Sempre acompanhado de sua fiel companheira, a bengala Guilhermina, Padre Júlio Lancellotti segue firme,  passos pausados, que carregam mais escuta do que pressa, mais acolhimento do que destino.

Caminhando pelos corredores do O POVO, em visita à sede do jornal, numa tarde de setembro de 2025, o padre carregava no peito o broche de São Pier Giorgio Frassati "estudante e militante católico italiano (1901-1925), conhecido pelo seu amor pela caridade e pela sua devoção à fé, que o levou a ser considerado o "Santo das Montanhas" devido à sua espiritualidade ligada às caminhadas. Foi beatificado pelo Papa João Paulo II em maio de 1990[7] e canonizado pelo Papa Leão XIV no dia 7 de setembro de 2025, por ocasião do Ano Jubilar (Wikipédia)" , o santo antifascista.

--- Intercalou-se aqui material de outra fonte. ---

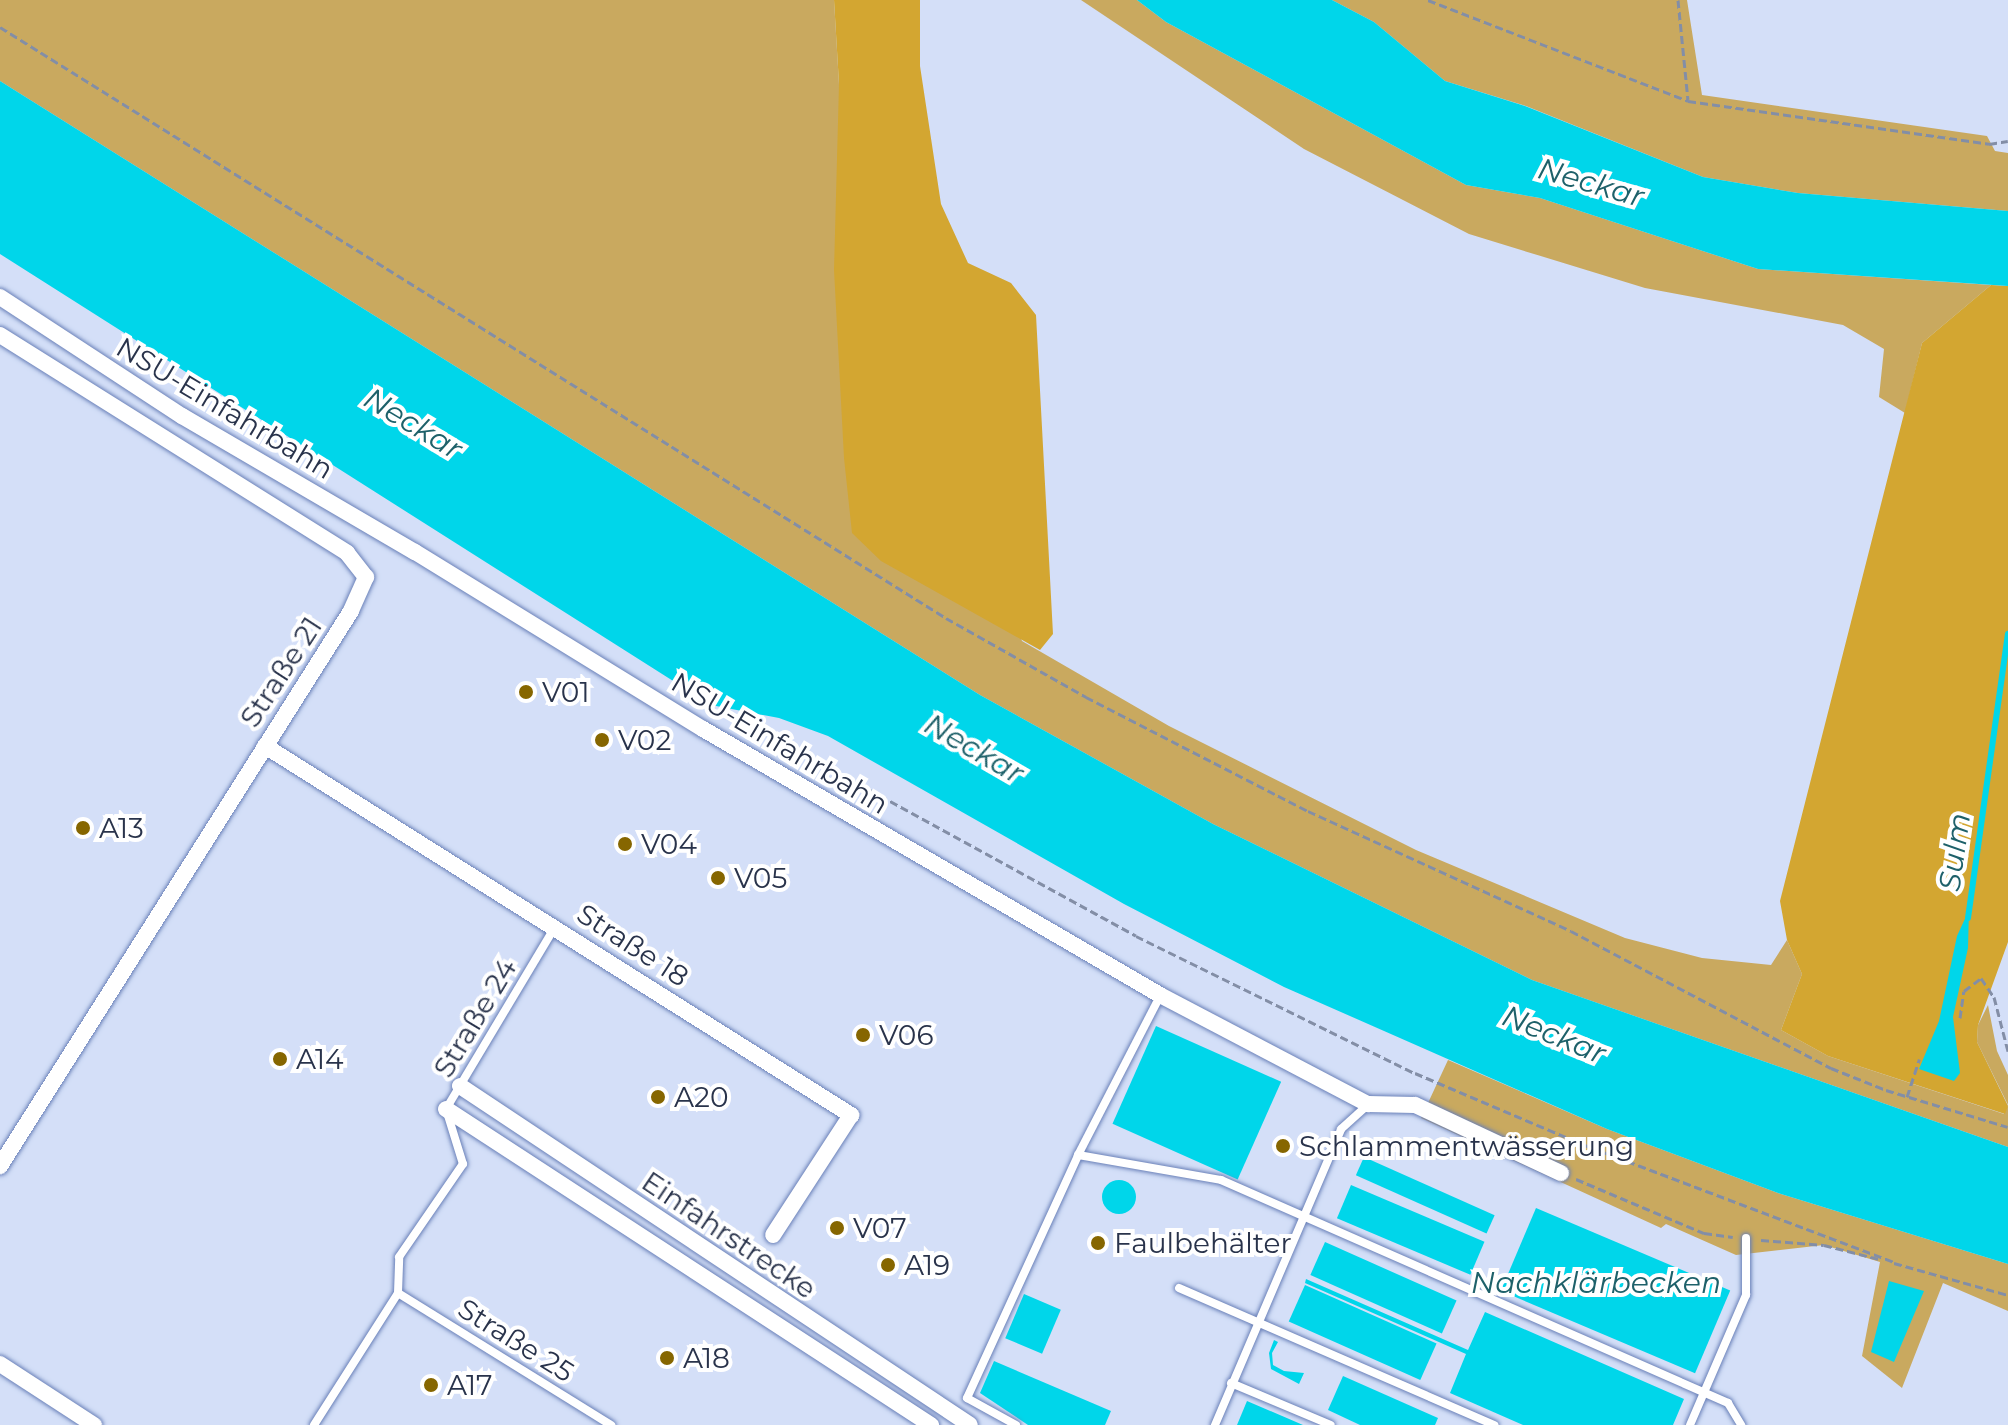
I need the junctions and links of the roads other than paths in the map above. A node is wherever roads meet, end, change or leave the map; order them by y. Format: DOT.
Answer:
graph roads {
  1 [pos="0,297"];
  2 [pos="0,335"];
  3 [pos="265,746"];
  4 [pos="555,927"];
  5 [pos="1160,995"];
  6 [pos="460,1086"];
  7 [pos="1368,1104"];
  8 [pos="446,1109"];
  9 [pos="1078,1155"];
  10 [pos="0,1166"];
  11 [pos="1561,1173"];
  12 [pos="1302,1217"];
  13 [pos="773,1235"];
  14 [pos="1746,1238"];
  15 [pos="1179,1288"];
  16 [pos="398,1293"];
  17 [pos="1256,1322"];
  18 [pos="0,1364"];
  19 [pos="1231,1383"];
  20 [pos="1704,1392"];
  21 [pos="94,1425"];
  22 [pos="314,1425"];
  23 [pos="611,1425"];
  24 [pos="931,1425"];
  25 [pos="970,1425"];
  26 [pos="1016,1425"];
  27 [pos="1215,1425"];
  28 [pos="1331,1425"];
  29 [pos="1494,1425"];
  30 [pos="1690,1425"];
  31 [pos="1741,1425"];
  1 -- 5 [label="street, NSU-Einfahrbahn"];
  2 -- 3 [label="street, Straße 21"];
  3 -- 4 [label="street, Straße 18"];
  3 -- 10 [label="street, Straße 21"];
  4 -- 6 [label="lane, Straße 24"];
  4 -- 13 [label="street, Straße 18"];
  5 -- 7 [label="street, NSU-Einfahrbahn"];
  5 -- 9 [label="lane"];
  6 -- 8 [label="lane, Straße 24"];
  6 -- 25 [label="street, Einfahrstrecke"];
  7 -- 11 [label="street, NSU-Einfahrbahn"];
  7 -- 12 [label="lane"];
  8 -- 16 [label="lane, Straße 24"];
  8 -- 24 [label="street, Einfahrstrecke"];
  9 -- 12 [label="lane"];
  9 -- 26 [label="lane"];
  12 -- 17 [label="lane"];
  12 -- 20 [label="lane"];
  14 -- 20 [label="lane"];
  15 -- 17 [label="lane"];
  16 -- 22 [label="lane, Straße 24"];
  16 -- 23 [label="lane, Straße 25"];
  17 -- 19 [label="lane"];
  17 -- 29 [label="lane"];
  18 -- 21 [label="street"];
  19 -- 27 [label="lane"];
  19 -- 28 [label="lane"];
  20 -- 30 [label="lane"];
  20 -- 31 [label="lane"];
}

Padre Lancellotti não titubeia, por um segundo sequer, ao afirmar: “A Igreja não está desconectada da sociedade. A religião e a política podem ser campos diferentes, mas estão inter-relacionadas.”

Em 2021, padre Júlio Lancellotti viralizou nas redes sociais em um vídeo em que ele aparecia destruindo a marretadas pedras colocadas pela prefeitura de São Paulo abaixo de um viaduto para impedir a instalação de pessoas em situação de rua(Foto: Reprodução/ Instagram @padrejulio.lancellotti)
Foto: Reprodução/ Instagram @padrejulio.lancellotti Em 2021, padre Júlio Lancellotti viralizou nas redes sociais em um vídeo em que ele aparecia destruindo a marretadas pedras colocadas pela prefeitura de São Paulo abaixo de um viaduto para impedir a instalação de pessoas em situação de rua

Era fevereiro de 2021 quando a imagem de um padre idoso, munido de uma marreta, quebrando pedras pontiagudas sob um viaduto na Zona Leste de São Paulo, correu o país. Não se tratava de vandalismo, mas de um ato profundamente simbólico contra a chamada arquitetura hostil.

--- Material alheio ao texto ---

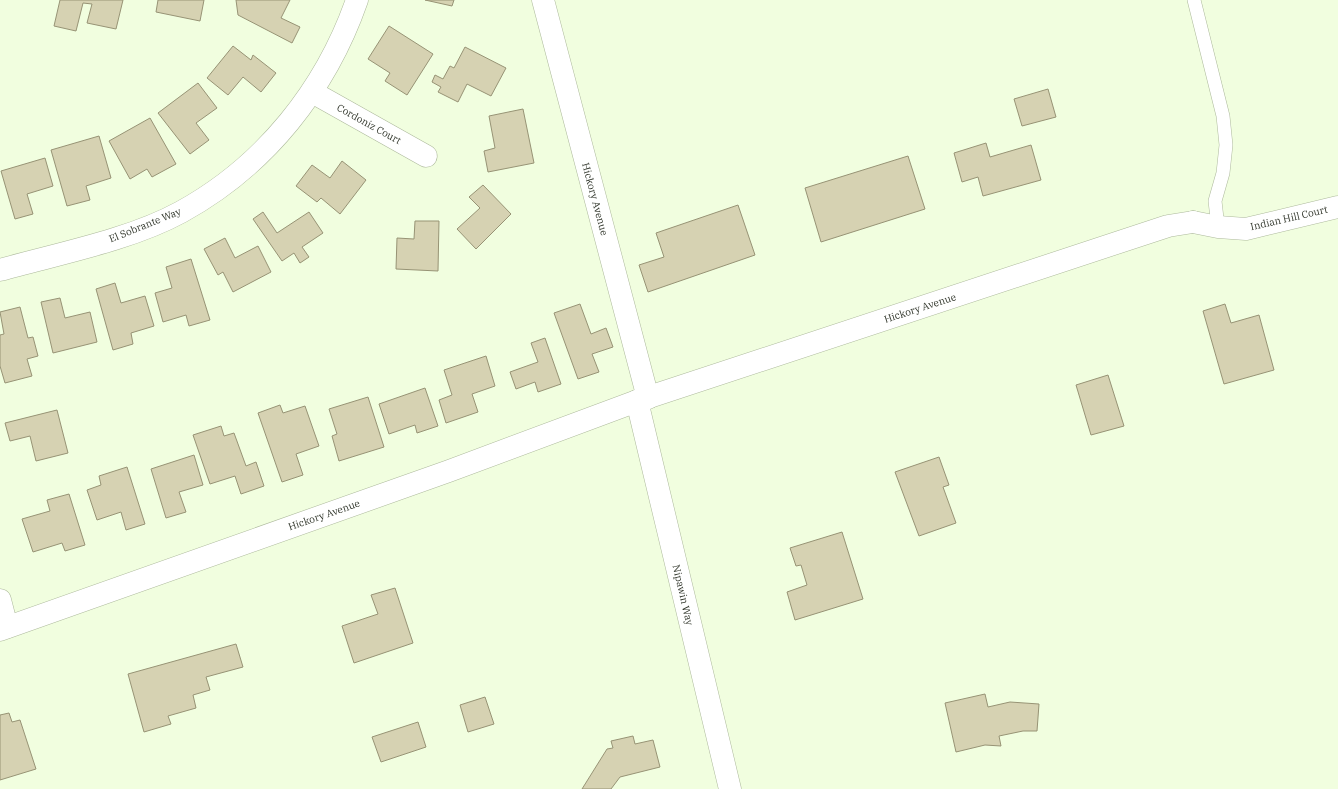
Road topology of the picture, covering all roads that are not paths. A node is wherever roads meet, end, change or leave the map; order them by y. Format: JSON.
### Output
{"nodes":[{"id":1,"x":357,"y":0,"type":"edge"},
{"id":2,"x":543,"y":0,"type":"edge"},
{"id":3,"x":1194,"y":0,"type":"edge"},
{"id":4,"x":312,"y":92,"type":"junction"},
{"id":5,"x":426,"y":156,"type":"dead end"},
{"id":6,"x":1338,"y":206,"type":"edge"},
{"id":7,"x":1193,"y":222,"type":"joint"},
{"id":8,"x":1218,"y":227,"type":"junction"},
{"id":9,"x":0,"y":270,"type":"edge"},
{"id":10,"x":642,"y":399,"type":"junction"},
{"id":11,"x":0,"y":600,"type":"edge"},
{"id":12,"x":3,"y":628,"type":"edge"},
{"id":13,"x":730,"y":789,"type":"edge"}],
"edges":[{"from":1,"to":4,"type":"street","name":"El Sobrante Way"},
{"from":2,"to":10,"type":"street","name":"Hickory Avenue"},
{"from":3,"to":8,"type":"lane"},
{"from":4,"to":5,"type":"street","name":"Cordoniz Court"},
{"from":4,"to":9,"type":"street","name":"El Sobrante Way"},
{"from":6,"to":8,"type":"street","name":"Indian Hill Court"},
{"from":7,"to":8,"type":"street","name":"Indian Hill Court"},
{"from":7,"to":10,"type":"street","name":"Hickory Avenue"},
{"from":10,"to":12,"type":"street","name":"Hickory Avenue"},
{"from":10,"to":13,"type":"street","name":"Nipawin Way"},
{"from":11,"to":12,"type":"street"}]}
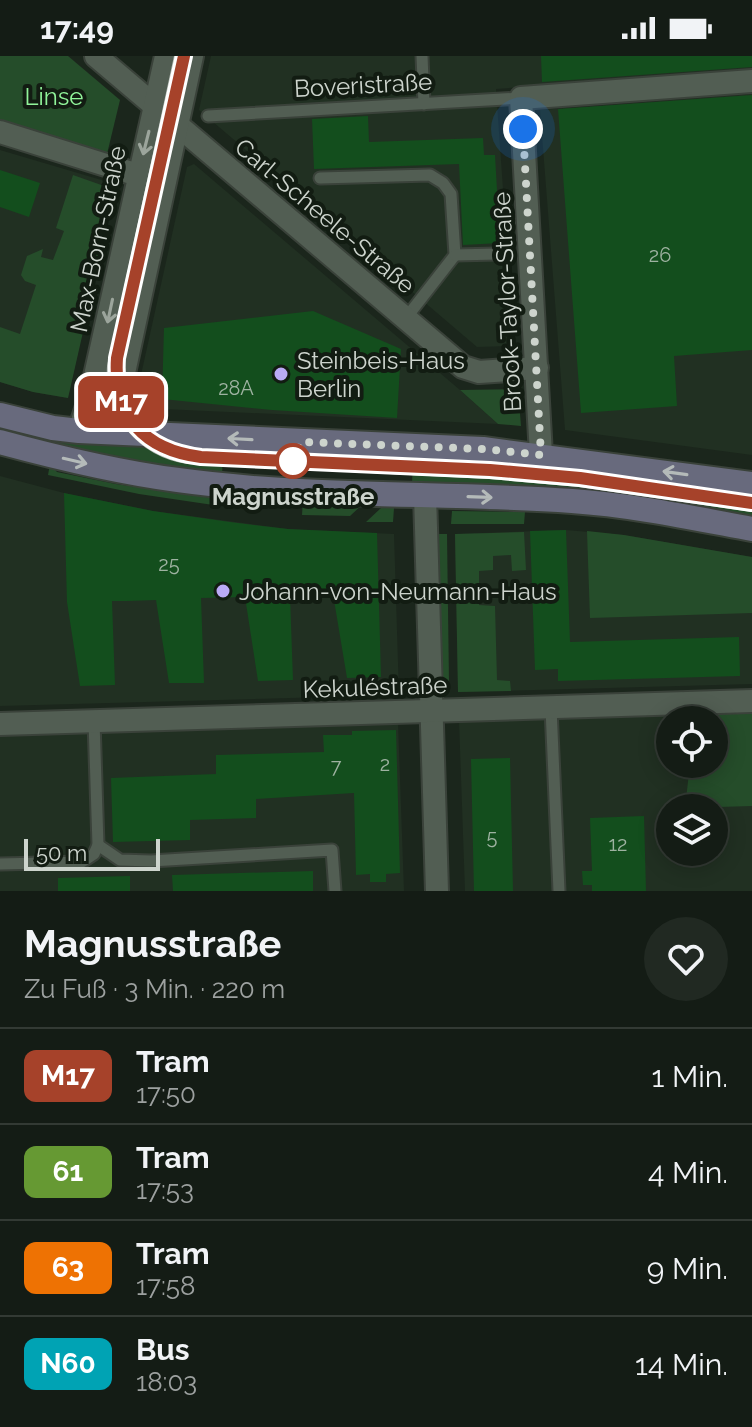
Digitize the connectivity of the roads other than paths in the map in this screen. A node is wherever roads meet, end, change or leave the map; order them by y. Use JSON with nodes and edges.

O sacerdote classificou a instalação de obstáculos para impedir o descanso de catadores e pessoas em situação de rua como uma obra “higienista, desumana e hostil” e, em sua essência, cruel.

O gesto, que resultou na criação da Lei Padre Júlio Lancellotti, encapsula a trajetória de um homem que dedicou a vida a estar do “lado que Jesus queria” — entre os excluídos, os invisíveis, aqueles que a sociedade insiste em não enxergar.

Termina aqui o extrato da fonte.